Estrella Delgado tiene 8 años, es alegre, le gusta cantar, y este 5 de enero ha sido la encargada de leer la tradicional carta a los Reyes Magos en representación de todos los niños de Málaga. El balcón del ayuntamiento ha acogido su peculiar lista de juguetes, que ha venido encabezada por un mensaje de cariño: "Quiero pedir que todos los niños tengan una familia amorosa, que tengan un gran amor".

Estrella se ha acordado de los niños enfermos, los refugiados, los huérfanos que no tienen hogar, y de aquellos que "tienen a sus papás en paro". Los abuelos también han estado en su peculiar lista de deseos, y ha pedido a SS.MM. que no se olviden de ellos.

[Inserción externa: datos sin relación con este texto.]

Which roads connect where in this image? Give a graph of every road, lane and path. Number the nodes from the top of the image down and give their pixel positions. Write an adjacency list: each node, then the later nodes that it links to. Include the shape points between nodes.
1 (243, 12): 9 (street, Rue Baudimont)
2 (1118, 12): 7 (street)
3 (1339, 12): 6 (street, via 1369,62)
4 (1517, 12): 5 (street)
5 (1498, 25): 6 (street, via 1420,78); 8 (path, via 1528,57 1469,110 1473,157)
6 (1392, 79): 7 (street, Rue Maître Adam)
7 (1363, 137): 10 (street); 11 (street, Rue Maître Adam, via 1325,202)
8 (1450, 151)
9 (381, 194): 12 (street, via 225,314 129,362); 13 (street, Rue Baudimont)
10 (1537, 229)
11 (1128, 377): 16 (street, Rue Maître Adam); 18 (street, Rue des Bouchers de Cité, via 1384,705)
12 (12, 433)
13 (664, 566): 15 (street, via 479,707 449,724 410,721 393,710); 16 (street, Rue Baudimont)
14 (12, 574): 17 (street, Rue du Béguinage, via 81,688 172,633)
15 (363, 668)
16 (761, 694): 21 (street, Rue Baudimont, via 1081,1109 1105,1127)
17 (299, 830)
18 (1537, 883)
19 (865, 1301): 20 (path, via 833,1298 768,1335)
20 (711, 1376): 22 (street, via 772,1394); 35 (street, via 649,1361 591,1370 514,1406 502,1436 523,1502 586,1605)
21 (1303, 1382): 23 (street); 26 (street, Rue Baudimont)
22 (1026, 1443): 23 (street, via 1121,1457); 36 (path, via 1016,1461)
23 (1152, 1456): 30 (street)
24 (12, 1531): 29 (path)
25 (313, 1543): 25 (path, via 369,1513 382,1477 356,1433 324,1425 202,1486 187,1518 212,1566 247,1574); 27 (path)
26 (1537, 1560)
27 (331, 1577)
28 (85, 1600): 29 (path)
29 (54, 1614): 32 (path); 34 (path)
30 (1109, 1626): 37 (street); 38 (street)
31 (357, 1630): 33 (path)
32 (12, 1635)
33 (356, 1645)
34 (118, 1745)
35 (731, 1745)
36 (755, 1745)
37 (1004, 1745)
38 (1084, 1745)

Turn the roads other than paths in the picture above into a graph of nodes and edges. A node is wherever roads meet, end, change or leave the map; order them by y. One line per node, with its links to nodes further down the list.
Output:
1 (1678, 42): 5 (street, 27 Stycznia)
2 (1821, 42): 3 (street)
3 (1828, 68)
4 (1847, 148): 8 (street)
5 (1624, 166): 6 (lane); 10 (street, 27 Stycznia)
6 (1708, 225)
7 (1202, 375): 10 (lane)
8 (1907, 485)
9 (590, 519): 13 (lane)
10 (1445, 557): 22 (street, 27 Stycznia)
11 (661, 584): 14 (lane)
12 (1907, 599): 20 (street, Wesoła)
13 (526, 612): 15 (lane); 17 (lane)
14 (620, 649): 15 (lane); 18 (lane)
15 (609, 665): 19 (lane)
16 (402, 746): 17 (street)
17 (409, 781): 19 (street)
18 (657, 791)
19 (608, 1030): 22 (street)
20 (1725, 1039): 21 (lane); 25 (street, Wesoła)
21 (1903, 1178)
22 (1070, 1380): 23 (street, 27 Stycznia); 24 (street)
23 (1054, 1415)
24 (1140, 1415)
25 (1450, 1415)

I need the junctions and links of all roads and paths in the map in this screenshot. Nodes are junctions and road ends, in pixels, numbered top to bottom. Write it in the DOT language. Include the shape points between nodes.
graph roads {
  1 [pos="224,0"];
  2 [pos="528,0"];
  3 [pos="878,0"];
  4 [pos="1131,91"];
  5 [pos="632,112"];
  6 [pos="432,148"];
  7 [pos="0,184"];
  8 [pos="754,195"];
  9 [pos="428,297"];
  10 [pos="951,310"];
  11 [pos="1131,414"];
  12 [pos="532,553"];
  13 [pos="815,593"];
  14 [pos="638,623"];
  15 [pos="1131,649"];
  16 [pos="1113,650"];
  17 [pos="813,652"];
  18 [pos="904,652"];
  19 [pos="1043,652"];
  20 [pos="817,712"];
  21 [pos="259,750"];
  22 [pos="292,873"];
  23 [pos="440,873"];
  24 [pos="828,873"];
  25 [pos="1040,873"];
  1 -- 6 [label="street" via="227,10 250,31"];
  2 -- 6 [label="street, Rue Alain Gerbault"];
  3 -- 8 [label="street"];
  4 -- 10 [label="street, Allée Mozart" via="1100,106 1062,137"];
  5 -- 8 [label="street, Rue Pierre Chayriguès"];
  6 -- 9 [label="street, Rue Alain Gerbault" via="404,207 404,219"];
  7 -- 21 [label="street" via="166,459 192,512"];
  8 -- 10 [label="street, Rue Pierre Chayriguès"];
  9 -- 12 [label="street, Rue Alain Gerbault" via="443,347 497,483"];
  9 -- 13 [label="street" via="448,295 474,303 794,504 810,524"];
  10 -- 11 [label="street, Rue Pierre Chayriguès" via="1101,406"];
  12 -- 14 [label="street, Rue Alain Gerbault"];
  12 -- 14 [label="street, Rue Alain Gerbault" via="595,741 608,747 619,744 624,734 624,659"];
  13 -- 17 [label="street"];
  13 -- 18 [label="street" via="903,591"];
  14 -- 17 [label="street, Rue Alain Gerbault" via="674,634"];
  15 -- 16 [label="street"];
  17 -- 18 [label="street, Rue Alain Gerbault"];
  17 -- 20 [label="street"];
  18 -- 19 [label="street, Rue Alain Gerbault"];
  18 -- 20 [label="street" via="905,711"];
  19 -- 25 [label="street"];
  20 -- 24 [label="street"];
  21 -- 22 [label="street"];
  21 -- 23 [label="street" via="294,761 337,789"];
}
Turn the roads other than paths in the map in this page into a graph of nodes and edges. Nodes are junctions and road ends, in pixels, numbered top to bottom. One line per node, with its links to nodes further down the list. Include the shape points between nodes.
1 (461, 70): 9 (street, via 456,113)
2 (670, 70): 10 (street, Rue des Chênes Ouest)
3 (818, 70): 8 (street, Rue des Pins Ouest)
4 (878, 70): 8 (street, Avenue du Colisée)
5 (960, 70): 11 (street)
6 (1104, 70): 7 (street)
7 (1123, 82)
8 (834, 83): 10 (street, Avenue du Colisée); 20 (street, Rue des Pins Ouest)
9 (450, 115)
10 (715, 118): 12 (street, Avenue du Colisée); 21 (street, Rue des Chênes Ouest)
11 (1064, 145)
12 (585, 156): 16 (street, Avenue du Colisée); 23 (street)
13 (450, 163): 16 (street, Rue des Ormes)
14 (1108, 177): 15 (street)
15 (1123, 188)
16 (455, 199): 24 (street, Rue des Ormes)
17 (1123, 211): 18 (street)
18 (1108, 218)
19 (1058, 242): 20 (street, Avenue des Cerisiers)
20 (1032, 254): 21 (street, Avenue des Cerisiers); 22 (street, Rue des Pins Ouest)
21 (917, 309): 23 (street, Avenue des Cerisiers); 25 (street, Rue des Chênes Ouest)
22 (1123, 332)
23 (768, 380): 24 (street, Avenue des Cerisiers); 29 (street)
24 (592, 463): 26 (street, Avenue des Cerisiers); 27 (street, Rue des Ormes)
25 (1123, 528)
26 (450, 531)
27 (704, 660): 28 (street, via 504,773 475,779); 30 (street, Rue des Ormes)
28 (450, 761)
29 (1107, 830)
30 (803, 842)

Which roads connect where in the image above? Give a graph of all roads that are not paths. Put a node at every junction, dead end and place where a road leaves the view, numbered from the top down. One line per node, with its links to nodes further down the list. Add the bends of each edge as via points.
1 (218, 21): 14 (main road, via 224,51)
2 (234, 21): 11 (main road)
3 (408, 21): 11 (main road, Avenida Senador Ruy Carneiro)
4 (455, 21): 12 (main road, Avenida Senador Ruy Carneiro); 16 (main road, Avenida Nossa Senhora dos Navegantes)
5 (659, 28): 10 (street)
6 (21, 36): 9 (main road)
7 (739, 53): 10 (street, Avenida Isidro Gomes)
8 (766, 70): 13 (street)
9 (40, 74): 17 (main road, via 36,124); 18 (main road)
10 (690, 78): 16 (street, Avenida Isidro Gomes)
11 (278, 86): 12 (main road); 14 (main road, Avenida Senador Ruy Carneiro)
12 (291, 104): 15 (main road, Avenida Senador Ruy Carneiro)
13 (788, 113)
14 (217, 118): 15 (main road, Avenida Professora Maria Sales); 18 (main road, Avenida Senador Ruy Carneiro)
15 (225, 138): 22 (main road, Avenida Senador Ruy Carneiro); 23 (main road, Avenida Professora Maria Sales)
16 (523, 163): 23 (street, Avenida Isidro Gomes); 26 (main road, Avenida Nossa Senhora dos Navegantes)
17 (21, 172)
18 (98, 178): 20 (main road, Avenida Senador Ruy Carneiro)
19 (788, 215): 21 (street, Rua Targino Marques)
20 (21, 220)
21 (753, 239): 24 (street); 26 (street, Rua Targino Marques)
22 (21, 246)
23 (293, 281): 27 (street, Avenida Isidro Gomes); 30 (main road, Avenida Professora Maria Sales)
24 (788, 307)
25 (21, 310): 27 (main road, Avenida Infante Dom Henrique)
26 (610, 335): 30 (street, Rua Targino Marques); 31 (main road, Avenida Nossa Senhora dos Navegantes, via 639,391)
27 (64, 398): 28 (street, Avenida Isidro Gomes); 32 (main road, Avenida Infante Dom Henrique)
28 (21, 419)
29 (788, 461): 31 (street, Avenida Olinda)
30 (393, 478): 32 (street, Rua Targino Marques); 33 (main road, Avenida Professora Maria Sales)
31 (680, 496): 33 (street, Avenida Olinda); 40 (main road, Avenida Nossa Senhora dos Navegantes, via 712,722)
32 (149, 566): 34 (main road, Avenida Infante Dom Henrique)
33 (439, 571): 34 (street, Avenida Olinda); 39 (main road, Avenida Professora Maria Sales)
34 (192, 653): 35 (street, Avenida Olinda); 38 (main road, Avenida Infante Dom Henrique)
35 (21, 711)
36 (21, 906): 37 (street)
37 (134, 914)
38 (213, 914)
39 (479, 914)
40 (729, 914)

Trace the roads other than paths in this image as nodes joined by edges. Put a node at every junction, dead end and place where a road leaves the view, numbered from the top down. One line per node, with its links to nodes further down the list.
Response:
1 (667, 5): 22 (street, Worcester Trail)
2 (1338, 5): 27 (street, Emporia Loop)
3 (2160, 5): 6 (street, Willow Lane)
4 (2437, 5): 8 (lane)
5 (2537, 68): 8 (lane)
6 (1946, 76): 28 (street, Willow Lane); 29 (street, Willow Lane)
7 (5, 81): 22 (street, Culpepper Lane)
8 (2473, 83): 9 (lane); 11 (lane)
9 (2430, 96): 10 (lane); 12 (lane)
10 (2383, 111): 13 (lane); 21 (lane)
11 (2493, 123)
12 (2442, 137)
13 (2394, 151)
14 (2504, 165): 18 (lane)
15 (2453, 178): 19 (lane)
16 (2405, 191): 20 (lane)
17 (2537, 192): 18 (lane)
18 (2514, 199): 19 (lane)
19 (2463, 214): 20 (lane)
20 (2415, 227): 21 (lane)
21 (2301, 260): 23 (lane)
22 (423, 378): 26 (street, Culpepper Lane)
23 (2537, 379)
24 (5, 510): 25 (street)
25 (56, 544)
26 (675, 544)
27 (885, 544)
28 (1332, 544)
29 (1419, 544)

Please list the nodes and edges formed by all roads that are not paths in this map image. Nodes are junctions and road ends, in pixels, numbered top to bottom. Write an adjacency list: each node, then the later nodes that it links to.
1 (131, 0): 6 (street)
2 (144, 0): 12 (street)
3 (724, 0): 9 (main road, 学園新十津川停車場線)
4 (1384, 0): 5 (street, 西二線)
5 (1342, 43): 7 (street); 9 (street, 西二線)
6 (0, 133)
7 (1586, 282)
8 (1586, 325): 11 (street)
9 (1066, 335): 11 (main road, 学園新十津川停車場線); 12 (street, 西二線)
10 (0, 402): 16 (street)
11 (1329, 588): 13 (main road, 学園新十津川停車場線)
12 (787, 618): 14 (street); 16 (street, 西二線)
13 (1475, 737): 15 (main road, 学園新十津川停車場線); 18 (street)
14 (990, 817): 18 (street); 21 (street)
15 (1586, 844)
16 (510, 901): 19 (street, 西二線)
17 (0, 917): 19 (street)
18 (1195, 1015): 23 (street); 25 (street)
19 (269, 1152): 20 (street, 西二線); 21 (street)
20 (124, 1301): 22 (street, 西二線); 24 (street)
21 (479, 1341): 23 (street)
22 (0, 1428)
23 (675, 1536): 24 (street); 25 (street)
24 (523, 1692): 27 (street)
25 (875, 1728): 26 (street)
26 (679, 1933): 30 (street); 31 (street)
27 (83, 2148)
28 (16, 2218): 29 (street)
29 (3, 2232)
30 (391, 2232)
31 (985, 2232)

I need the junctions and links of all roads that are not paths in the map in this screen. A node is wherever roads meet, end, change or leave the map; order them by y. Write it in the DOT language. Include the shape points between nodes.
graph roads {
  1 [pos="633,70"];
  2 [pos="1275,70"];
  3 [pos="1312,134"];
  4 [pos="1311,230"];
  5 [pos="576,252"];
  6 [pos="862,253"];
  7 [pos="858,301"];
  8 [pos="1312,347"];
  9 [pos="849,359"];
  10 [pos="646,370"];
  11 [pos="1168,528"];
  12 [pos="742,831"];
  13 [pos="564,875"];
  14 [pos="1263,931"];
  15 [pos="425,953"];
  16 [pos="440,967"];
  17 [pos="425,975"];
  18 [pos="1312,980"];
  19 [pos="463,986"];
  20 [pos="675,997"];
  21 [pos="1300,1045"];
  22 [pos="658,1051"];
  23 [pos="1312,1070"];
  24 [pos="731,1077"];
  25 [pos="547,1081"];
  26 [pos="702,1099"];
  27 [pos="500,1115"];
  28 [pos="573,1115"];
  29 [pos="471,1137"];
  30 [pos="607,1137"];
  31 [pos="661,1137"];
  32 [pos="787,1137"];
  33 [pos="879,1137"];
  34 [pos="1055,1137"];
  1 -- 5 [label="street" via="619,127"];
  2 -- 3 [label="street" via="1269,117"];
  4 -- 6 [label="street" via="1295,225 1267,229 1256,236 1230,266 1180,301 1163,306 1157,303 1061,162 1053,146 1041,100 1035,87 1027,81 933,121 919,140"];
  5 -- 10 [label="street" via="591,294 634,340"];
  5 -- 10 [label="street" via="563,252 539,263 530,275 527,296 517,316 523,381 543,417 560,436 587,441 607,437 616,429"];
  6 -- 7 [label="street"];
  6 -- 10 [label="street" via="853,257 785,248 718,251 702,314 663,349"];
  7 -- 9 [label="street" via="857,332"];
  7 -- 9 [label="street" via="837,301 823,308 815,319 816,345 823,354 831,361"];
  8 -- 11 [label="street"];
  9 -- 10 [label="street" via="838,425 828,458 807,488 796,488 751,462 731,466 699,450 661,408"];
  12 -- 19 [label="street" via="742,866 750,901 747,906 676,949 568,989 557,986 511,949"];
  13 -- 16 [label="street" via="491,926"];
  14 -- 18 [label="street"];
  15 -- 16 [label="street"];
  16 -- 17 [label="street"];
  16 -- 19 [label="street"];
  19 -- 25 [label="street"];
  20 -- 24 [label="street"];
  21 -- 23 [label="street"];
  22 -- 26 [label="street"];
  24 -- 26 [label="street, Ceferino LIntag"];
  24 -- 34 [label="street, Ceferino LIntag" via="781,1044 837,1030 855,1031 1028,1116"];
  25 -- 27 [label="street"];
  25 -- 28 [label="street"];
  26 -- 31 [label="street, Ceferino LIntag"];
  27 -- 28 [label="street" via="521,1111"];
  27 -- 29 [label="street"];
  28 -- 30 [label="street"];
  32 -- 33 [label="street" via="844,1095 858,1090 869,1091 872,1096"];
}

En la avenida Cervantes se han respirado nervios y un leve olor a algodón de azúcar, buñuelos, y castañas asadas. La impaciencia de los niños malagueños también ha sido protagonista. Todos los que se han acercado hasta el consistorio han oído los villancicos que envolvían la majestuosa comitiva de los Reyes Magos ya pasadas las cinco y media de la tarde, hasta su llegada al Ayuntamiento, donde los aplausos y el sonido de las manos de los niños lanzando besos han logrado rugir más que Los peces en el río.

Tras el discurso de Estrella, Francisco de la Torre se ha hecho con la atención de los presentes. Un "Papá, ¿quién es ese?" ha arrancado alguna carcajada a los pocos segundos de recolocar el edil el micrófono. El alcalde ha trasladado a los Reyes la ilusión de los malagueños por su vuelta a la ciudad tras dos años. "La cabalgata de este año será prudente, con distancia entre sillas, y con mascarilla", ha explicado de la Torre. El edil ha insistido en que las circunstancias no merman la esperanza, y ha deseado para este 2022 "que la salud sea ya segura".

El rey Melchor no ha querido dejar pasar la oportunidad de enviar un mensaje de alegría a los pequeños, que no bajaban la guardia por si alguno de sus pajes le dedicaba un saludo. Melchor ha animado a los niños de la ciudad a que sigan siendo buenos, y ha insistido en la importancia de dormirse pronto en la noche de Reyes.

Todos los detalles, incluido el tinte anaranjado del Sol, y los globos de personajes animados que sobresalían en la multitud han hecho de la recepción un acto mágico. El ambiente festivo no ha abandonado la avenida en ningún momento, ni en los de interminable espera hasta la salida de los Reyes del Ayuntamiento y el comienzo de la cabalgata.

Durante unos instantes que, parecía, querían quedarse para siempre, la pandemia y los altos contagios dejaron de ser el centro de atención, y la ilusión, el sabor de los buñuelos, y las voces pequeñas, agudas y felices fueron los reyes de la tarde.